What is PCM?
If the words "enneagram" or "16personalities" mean anything to you, you probably know what this topic is about! If not, let me explain a few notions of this exciting concept in the rest of this article.
The Process Communication Model (also called PCM) is a relationship management tool created by the American psychologist Taibi Kahler. Based on the answers to a questionnaire, it makes it possible to identify a unique personality profile that will serve as a basis for better communication.
NASA has been using it for the selection of its astronauts for more than 20 years, and this method is now used by thousands of companies around the world. According to this model, each person is represented by a unique combination of 6 personality structures. Each structure is associated with a specific color.
At WebstanZ, we had the chance to follow 4 days of PCM training given by Jonathan Pardo from Simplexity and we fell in love with this Process Communication Model. We are now trying to apply it to our daily communication, both internally and externally with our clients.
Your own house
6 personality structures. 6 colors. Each person is born with a basic personality type that will remain so throughout his or her life. Then the 5 other colors are superposed in an order relative to the person, who will develop them differently according to the education and the background of life.
The 6 types are organized in a building, each floor being a personality. The basic personality is at the bottom, then the others follow up to the attic. This is what we call a "house". And to go up to the upper floors (and thus to pass to the communication channels corresponding to the other colors), we take the elevator. The higher the color, the more effort it requires and the more resources it costs us. But it is still reachable!
It is important to know that all types of houses are equal, no color combination is better or worse than another. Depending on this unique and subtle mix of personalities, different behaviors and ways of communicating result.
That's part of what I liked most about this model: it doesn't put people in boxes. Everyone is everything!
The goal of this training was for us to learn how to better communicate with others:
- Internally: identifying your basic personality or the one of a collaborator allows you to exchange with an adapted tone and structure. Indeed, the way things are said is as important as what is actually said.
- The same logic applies when we talk to a client or a partner: the fact that we have been able to identify the color of the person we are talking to helps us to better guide the discussion and adapt our behavior.
We have also learned to adapt our communication when we (or the person in front of us) are in a stressful moment!
The 6 types of personality
- The thinker (color:blue) likes data and structure, is rational and appreciates logic. He seeks factual thinking, is responsible and organized. He likes to be spoken to in the from of questions and answers them in a rather monotonous tone. In our team, about a quarter of the employees are basic thinkers and tend to be project managers (how surprising!).
> His existential question: Am I competent?
- The imaginer (color:brown) likes introspection and enjoys being in his head.
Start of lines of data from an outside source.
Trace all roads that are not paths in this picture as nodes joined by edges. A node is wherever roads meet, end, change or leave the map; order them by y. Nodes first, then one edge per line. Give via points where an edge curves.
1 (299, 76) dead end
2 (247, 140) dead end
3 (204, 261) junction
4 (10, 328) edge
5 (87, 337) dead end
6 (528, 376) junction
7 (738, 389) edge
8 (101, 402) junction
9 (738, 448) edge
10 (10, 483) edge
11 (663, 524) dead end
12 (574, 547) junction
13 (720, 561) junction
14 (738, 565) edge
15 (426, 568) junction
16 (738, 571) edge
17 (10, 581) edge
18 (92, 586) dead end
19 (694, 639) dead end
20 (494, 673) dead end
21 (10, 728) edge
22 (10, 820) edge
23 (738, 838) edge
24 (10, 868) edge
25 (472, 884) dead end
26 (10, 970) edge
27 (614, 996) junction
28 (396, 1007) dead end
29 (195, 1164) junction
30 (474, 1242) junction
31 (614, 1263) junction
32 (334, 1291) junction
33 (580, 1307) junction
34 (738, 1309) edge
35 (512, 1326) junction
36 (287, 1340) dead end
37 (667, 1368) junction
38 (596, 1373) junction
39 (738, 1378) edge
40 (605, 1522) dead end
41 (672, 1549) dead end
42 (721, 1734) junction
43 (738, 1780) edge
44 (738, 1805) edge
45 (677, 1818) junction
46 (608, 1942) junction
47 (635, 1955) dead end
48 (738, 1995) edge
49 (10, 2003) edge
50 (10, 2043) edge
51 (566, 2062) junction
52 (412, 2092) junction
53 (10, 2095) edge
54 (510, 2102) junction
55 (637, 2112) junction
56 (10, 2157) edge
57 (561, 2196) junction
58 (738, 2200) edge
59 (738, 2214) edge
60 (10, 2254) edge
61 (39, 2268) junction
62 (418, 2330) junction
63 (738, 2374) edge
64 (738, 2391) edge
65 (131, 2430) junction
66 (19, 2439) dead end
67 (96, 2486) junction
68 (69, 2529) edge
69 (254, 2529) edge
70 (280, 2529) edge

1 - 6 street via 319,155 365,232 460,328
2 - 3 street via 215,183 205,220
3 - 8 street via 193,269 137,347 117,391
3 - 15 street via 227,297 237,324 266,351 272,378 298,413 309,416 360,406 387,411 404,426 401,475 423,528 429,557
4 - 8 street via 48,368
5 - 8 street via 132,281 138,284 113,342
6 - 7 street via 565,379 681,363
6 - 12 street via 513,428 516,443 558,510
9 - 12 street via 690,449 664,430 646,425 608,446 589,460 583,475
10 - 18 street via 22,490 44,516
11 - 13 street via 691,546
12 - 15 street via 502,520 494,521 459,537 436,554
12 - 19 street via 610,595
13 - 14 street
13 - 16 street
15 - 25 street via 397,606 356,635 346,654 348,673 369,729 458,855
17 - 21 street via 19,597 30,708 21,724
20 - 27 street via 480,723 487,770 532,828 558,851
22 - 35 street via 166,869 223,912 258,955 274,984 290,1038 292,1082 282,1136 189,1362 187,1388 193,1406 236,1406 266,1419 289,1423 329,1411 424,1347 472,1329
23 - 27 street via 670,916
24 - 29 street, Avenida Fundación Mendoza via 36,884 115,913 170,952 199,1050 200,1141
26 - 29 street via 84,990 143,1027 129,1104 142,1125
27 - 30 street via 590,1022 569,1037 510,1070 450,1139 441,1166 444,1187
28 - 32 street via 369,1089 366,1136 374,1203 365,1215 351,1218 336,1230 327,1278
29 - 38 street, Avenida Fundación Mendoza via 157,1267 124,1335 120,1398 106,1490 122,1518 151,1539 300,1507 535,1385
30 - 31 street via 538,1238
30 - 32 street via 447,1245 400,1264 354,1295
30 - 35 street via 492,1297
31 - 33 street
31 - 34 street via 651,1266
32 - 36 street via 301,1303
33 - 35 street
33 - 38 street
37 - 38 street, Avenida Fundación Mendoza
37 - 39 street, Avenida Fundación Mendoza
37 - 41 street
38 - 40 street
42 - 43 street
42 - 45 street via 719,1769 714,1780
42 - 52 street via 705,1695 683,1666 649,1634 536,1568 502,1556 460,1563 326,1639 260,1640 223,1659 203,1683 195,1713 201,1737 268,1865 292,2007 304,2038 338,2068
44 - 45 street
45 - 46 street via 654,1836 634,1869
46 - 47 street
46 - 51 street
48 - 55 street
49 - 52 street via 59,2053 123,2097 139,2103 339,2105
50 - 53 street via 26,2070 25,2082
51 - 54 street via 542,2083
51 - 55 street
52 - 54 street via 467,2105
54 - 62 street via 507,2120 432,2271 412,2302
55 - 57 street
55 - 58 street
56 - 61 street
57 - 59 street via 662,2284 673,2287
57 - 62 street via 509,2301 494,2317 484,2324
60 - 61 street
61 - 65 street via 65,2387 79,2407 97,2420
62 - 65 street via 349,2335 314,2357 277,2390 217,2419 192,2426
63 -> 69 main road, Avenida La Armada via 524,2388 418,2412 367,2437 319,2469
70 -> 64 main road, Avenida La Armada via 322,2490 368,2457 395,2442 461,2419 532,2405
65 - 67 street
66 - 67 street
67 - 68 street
He is calm, thoughtful and enjoys being alone. He has a very rich inner world and easily goes into his thoughts. He likes to be talked to by prompting, being directive and tends to respond in a neutral way. About one fifth of the team is imaginer as a base (in fact, it is the color that is mostly represented in the professional world of programmation).
> His existential question: Am I desired?
- The persister (coulor:purple) has extremely important beliefs and it is his opinions that come first. Loyalty is paramount, as is commitment to causes that match his values. He likes to share his opinion and thrives on debate. Like the Thinker, he supports his commitments with neutral language and enjoys being challenged. Currently, none of the team members are basically persister (but some are in "phase"; I'll explain what a phase is later).
> His existential question: Am I trustworthy?
- The rebel (color:yellow) is spontaneous and enjoys every moment of life. They are creative and can't stop joking. They need everything to be fun. It is the color of reaction, they love or hate. They need contact with others. They speak with emotion and appreciate being addressed in the same way. There are less than 10% of rebels in the team and they are more developers.
> His existential question: Am I acceptable?
- The Harmonizer (color:orange) speaks with heart, sensitivity and emotion. Human and friendly interactions are paramount and he likes to take care of others. He feels and acts with his own intuition. He likes to communicate and to be communicated with in a warm and comforting way. One third of the team members have an orange base. They are developers, account managers and human resources managers.
> His existential question: Am I kind?
- The promoter (color:red) is in the action. He takes the initiative and is autonomous. He can adapt and seeks challenges. Rather charming and persuasive, he goes forward to act. He likes to be challenged with ideas and he also speaks to others in the same way. He needs excitement on a daily basis. Only one person in the team is on promoter base at the moment.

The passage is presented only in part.